Cela paraît improbable, voire franchement terrifiant, mais c’est bien la réalité. Cicero est une intelligence artificielle née dans les locaux californiens de l’équipe de Meta dédiée à la recherche sur les IA. L’équipe a publié une étude dans la revue Science pour présenter son nouveau joujou. « Nous avons mis trois ans à construire Cicero, raconte Emily Dinan qui a travaillé sur le projet. C’est la première intelligence artificielle capable de battre un humain au jeu Diplomatie. »

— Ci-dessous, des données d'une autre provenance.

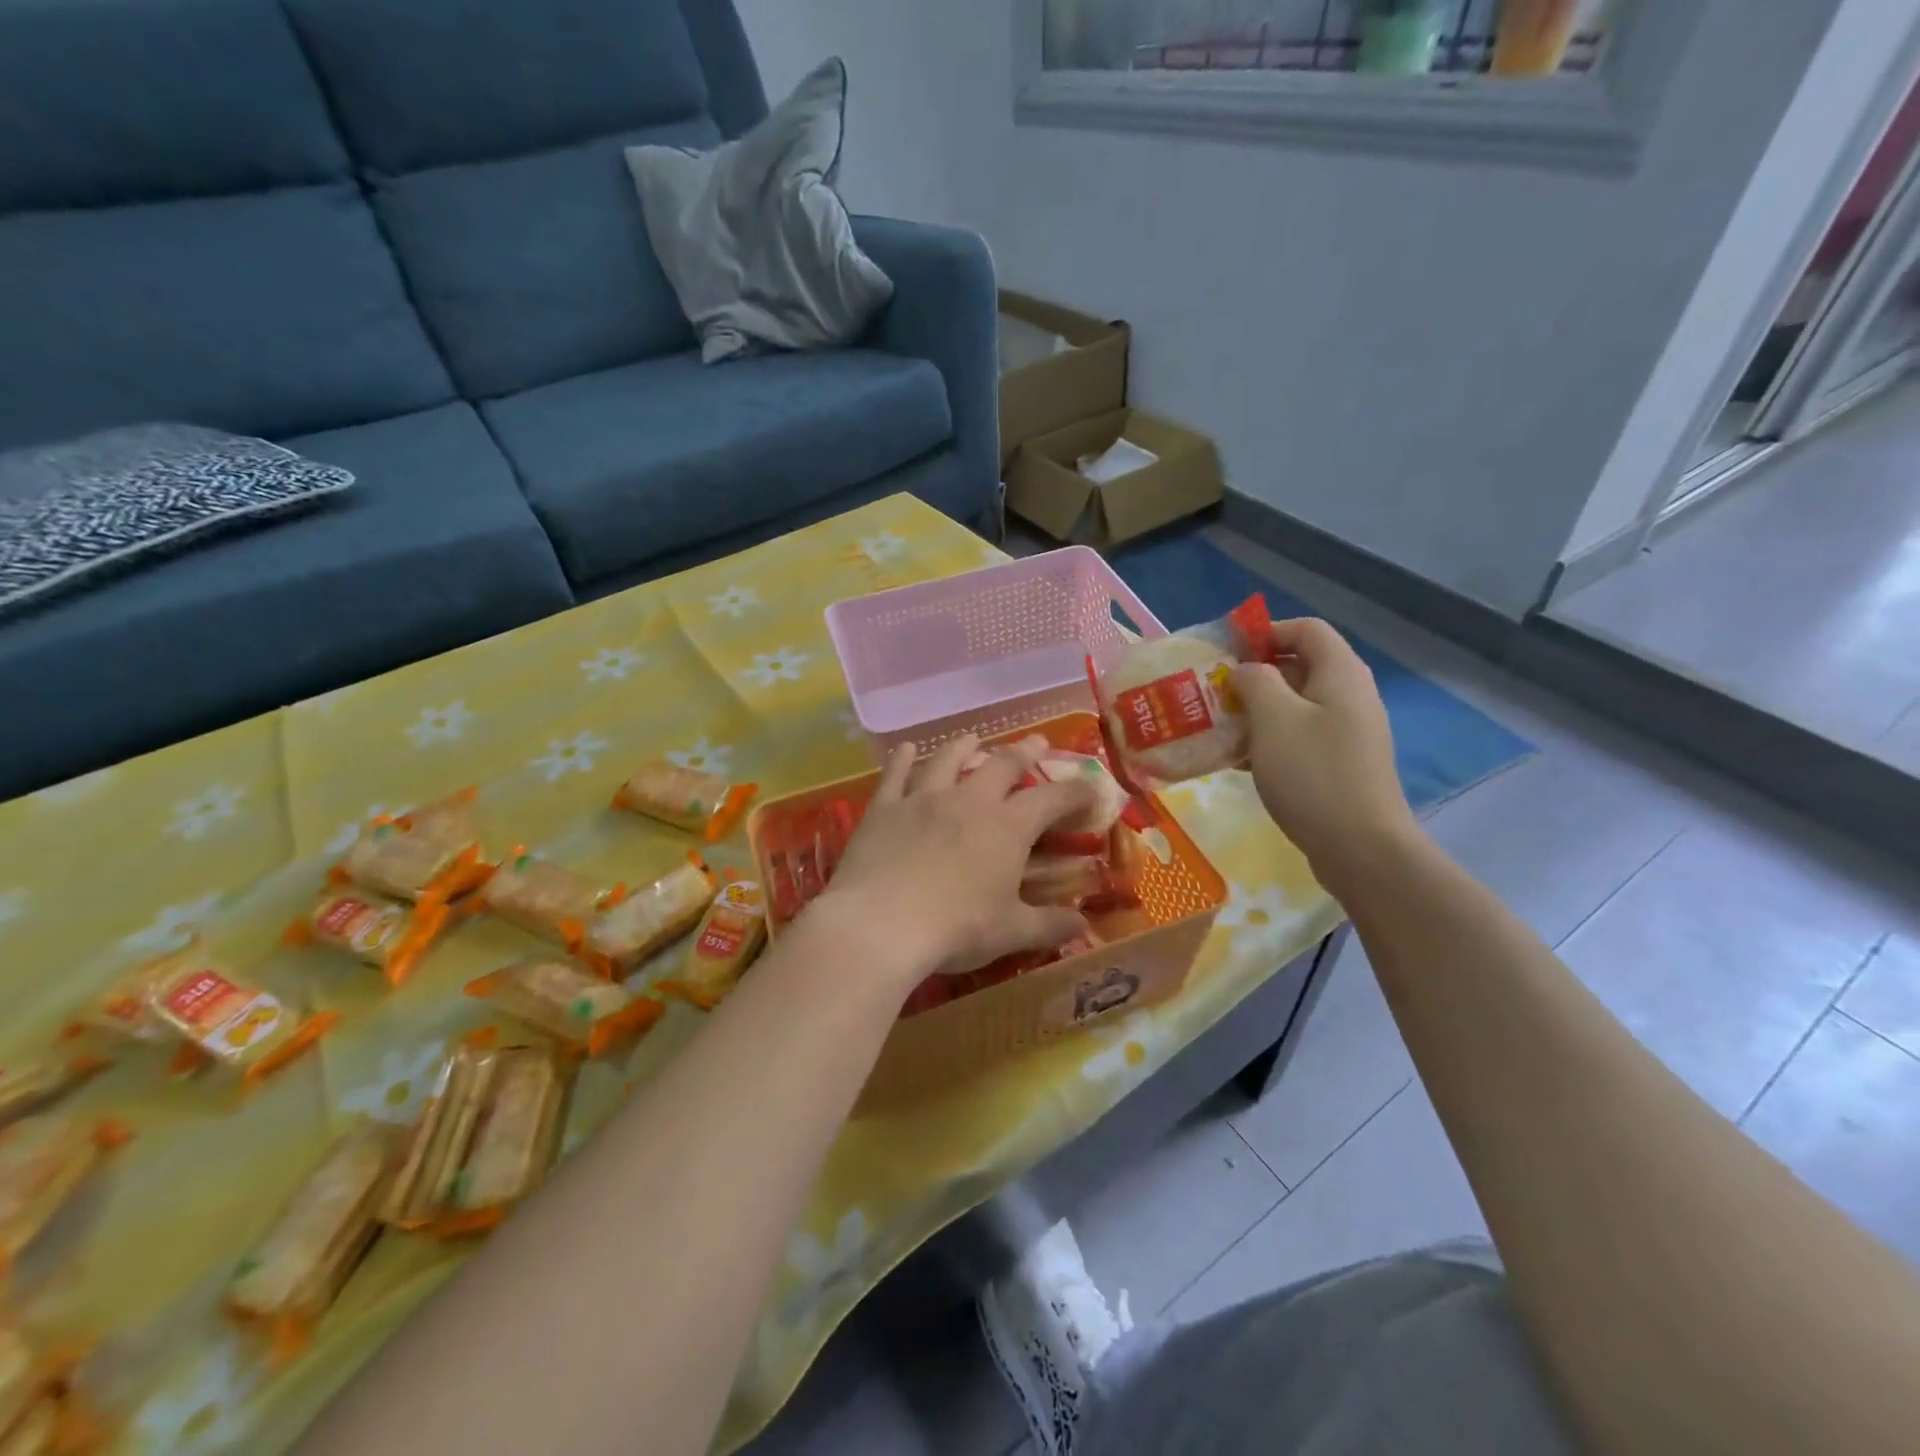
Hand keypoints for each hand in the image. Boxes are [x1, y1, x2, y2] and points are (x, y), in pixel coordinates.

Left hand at [817, 734, 1099, 990]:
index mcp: (1007, 828)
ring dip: (964, 746)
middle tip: (1036, 743)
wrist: (880, 924)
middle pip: (1002, 765)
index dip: (1076, 790)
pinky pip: (895, 775)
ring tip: (973, 737)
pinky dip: (902, 759)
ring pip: (948, 760)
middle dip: (1023, 752)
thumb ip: (1049, 925)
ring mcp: (923, 799)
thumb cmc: (956, 929)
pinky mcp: (884, 807)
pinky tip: (906, 748)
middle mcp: (969, 801)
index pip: (1052, 799)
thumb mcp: (1011, 932)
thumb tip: (1084, 926)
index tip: (1091, 786)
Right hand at [1231, 618, 1419, 897]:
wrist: (1361, 847)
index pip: (1306, 629)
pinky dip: (1268, 739)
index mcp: (1340, 674)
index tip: (1226, 652)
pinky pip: (1298, 736)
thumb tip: (1246, 671)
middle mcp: (1349, 696)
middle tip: (1214, 693)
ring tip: (1219, 726)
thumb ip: (1255, 681)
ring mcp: (1347, 733)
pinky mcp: (1339, 764)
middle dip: (1254, 675)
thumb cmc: (1313, 774)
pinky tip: (1238, 760)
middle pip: (1299, 666)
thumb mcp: (1273, 718)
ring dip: (1256, 710)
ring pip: (1295, 705)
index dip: (1265, 632)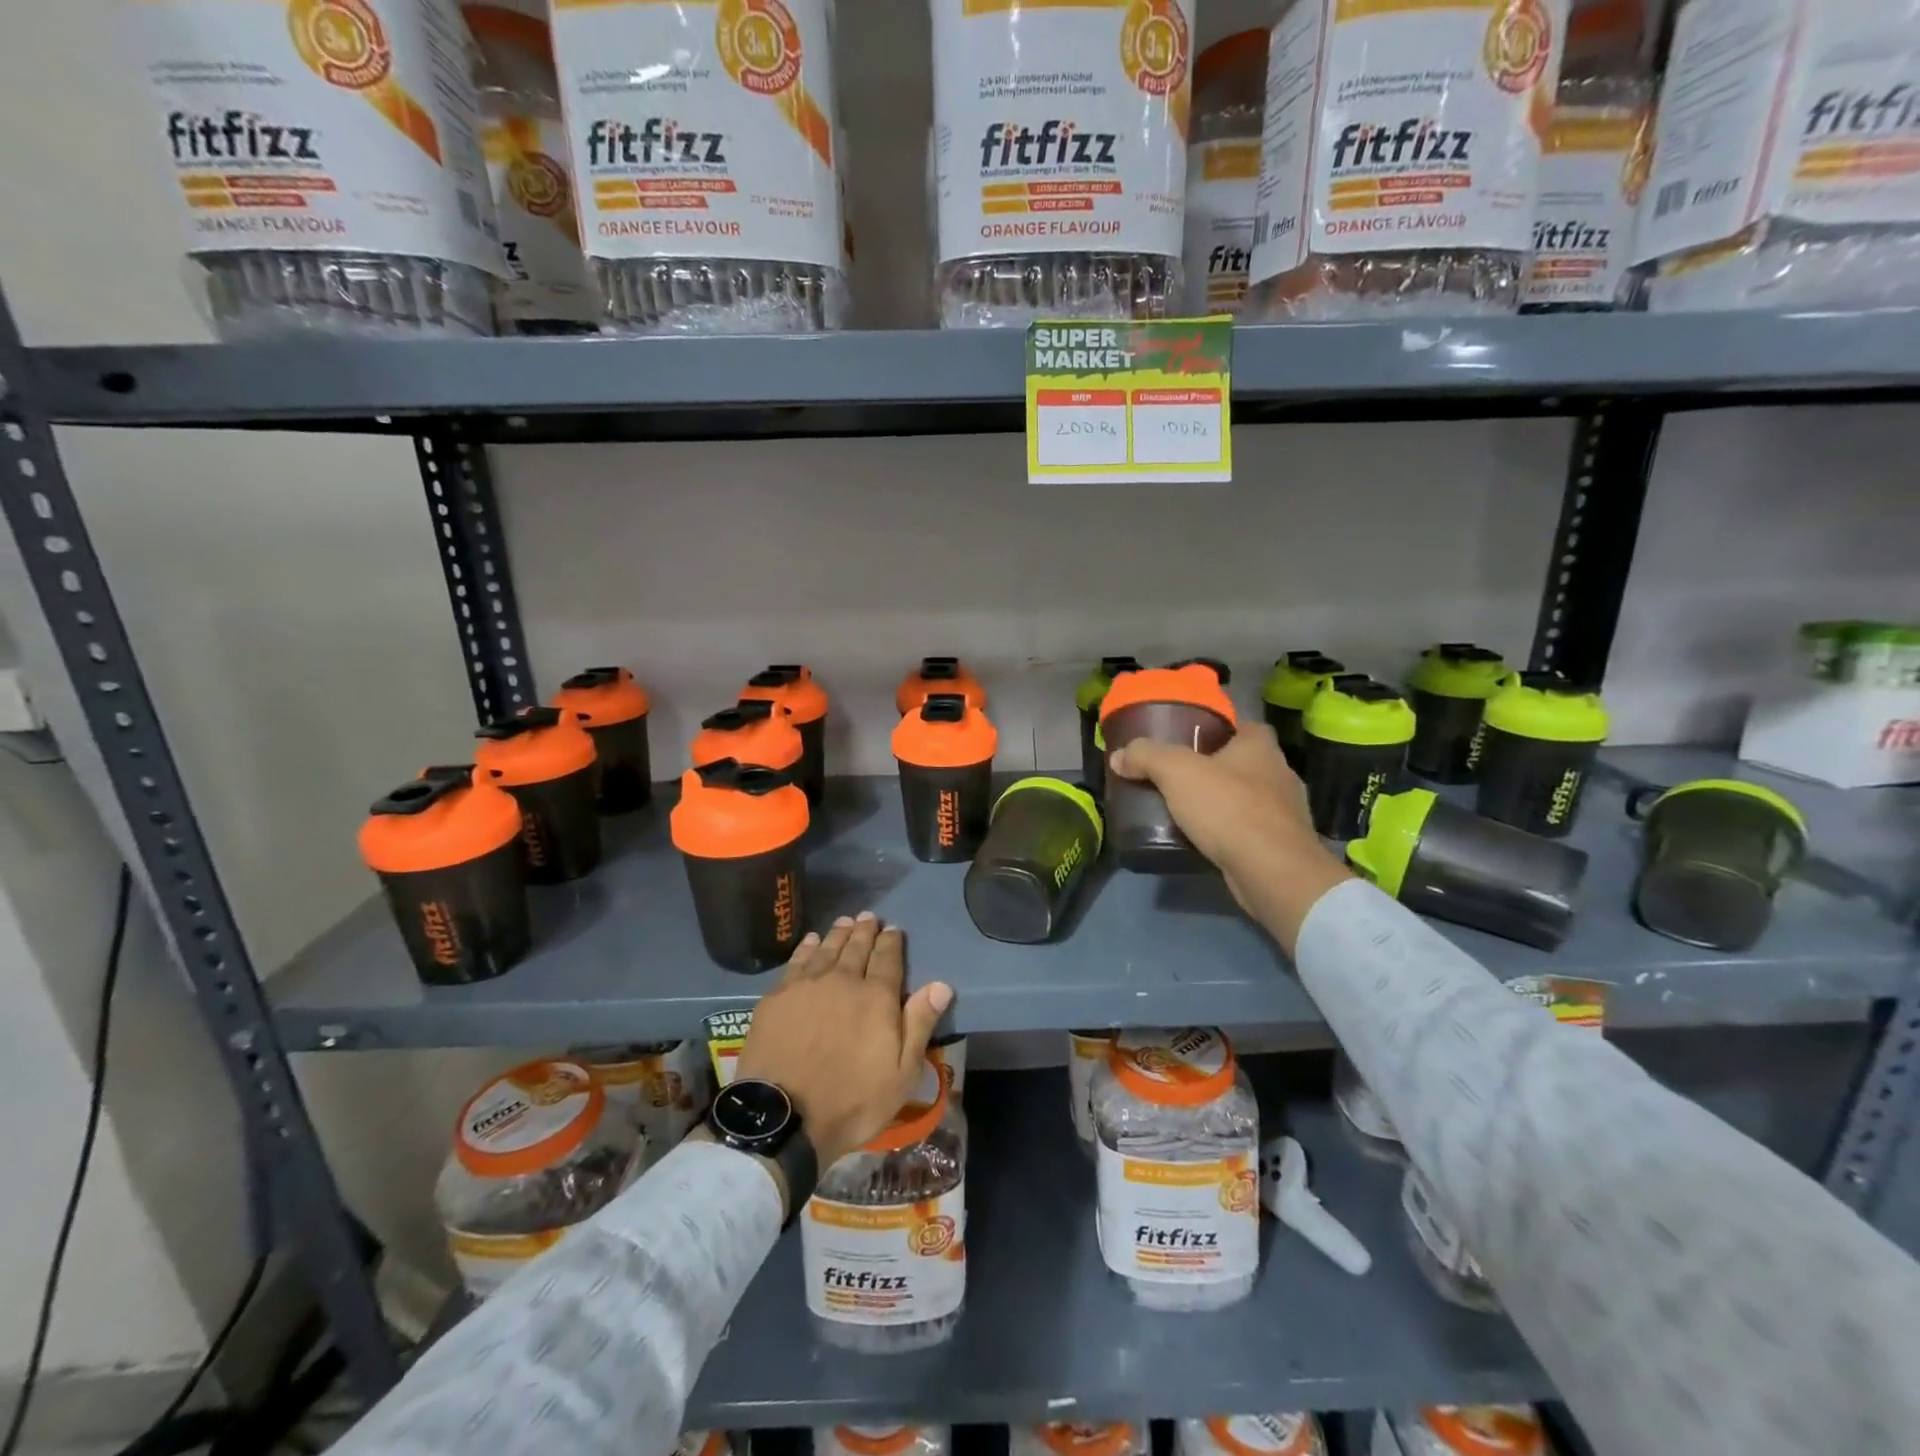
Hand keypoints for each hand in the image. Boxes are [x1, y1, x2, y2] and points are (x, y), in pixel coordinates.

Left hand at [736, 913, 953, 1170]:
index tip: (893, 929)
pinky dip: (807, 947)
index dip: (892, 942)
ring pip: (828, 950)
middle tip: (869, 917)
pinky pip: (797, 962)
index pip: (888, 959)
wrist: (784, 1117)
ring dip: (839, 934)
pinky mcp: (778, 997)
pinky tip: (811, 941)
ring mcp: (808, 986)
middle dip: (865, 931)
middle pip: (857, 948)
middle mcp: (844, 980)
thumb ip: (919, 1024)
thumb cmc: (853, 1101)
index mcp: (877, 997)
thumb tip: (941, 984)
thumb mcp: (902, 1073)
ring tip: (845, 921)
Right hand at [1110, 724, 1350, 951]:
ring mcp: (1286, 811)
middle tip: (1177, 777)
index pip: (1239, 725)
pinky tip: (1206, 840)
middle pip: (1242, 762)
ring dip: (1222, 803)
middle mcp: (1280, 772)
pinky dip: (1230, 832)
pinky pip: (1250, 829)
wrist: (1272, 871)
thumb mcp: (1176, 772)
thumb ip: (1146, 757)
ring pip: (1247, 798)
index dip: (1214, 730)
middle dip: (1213, 768)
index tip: (1186, 741)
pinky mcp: (1283, 844)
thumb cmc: (1228, 808)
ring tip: (1186, 810)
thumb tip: (1118, 756)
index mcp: (1260, 745)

Si vous n’avez jamais joué à ce jeu de société dont chaque partie peut durer une demi-journée, voici un bref résumé. Les joueurs ont des pions répartis sur une carte de l’Europe. Et à chaque tour, chacun peut décider d’avancer vers les régions dominées par les autres, ceci après avoir négocié une alliance, menacé les occupants, ou promis des échanges fructueux. Pour gagner il faut donc bluffer, négocier ou faire des compromis. Il est également important de savoir quand mentir et quand rompre ses alliances. Bref, un vrai jeu de politicien bien plus difficile à appréhender par une intelligence artificielle à première vue.
« Aux échecs, vous avez en moyenne 35 possibilités à chaque tour. Au jeu de go, autour des 361. Pour Diplomatie, il y a 10 puissance 20 coups différents possibles » – Emily Dinan
« Contrairement aux échecs, Diplomatie est un jeu sur les personnes et pas sur les pièces, précise Emily Dinan. L’intelligence artificielle doit comprendre les intentions des adversaires, mais aussi garder un certain scepticisme en conservant la possibilité que les autres joueurs mentent. » En effet, il ne s’agit pas pour l’IA de réagir au coup précédent comme aux échecs, car Diplomatie est un jeu à information incomplète : tous les joueurs annoncent leur action en même temps, sans connaître celle des autres, la psychologie est donc la clé pour gagner.
Malgré tout, Cicero a participé à une quarantaine de parties en ligne, en communiquant via un chat écrit, et a terminé parmi les 10% des meilleurs joueurs. Une performance impressionnante décrite par Emily Dinan : « Aux échecs, vous avez en moyenne 35 possibilités à chaque tour. Au jeu de go, autour des 361. Pour Diplomatie, il y a 10 puissance 20 coups différents possibles. C’est un gros défi pour les joueurs qui doivent déduire non seulement ce que les autres peuvent faire sur le plateau, mais aussi leurs conversations et comment cela peut influencer leurs prochains tours. »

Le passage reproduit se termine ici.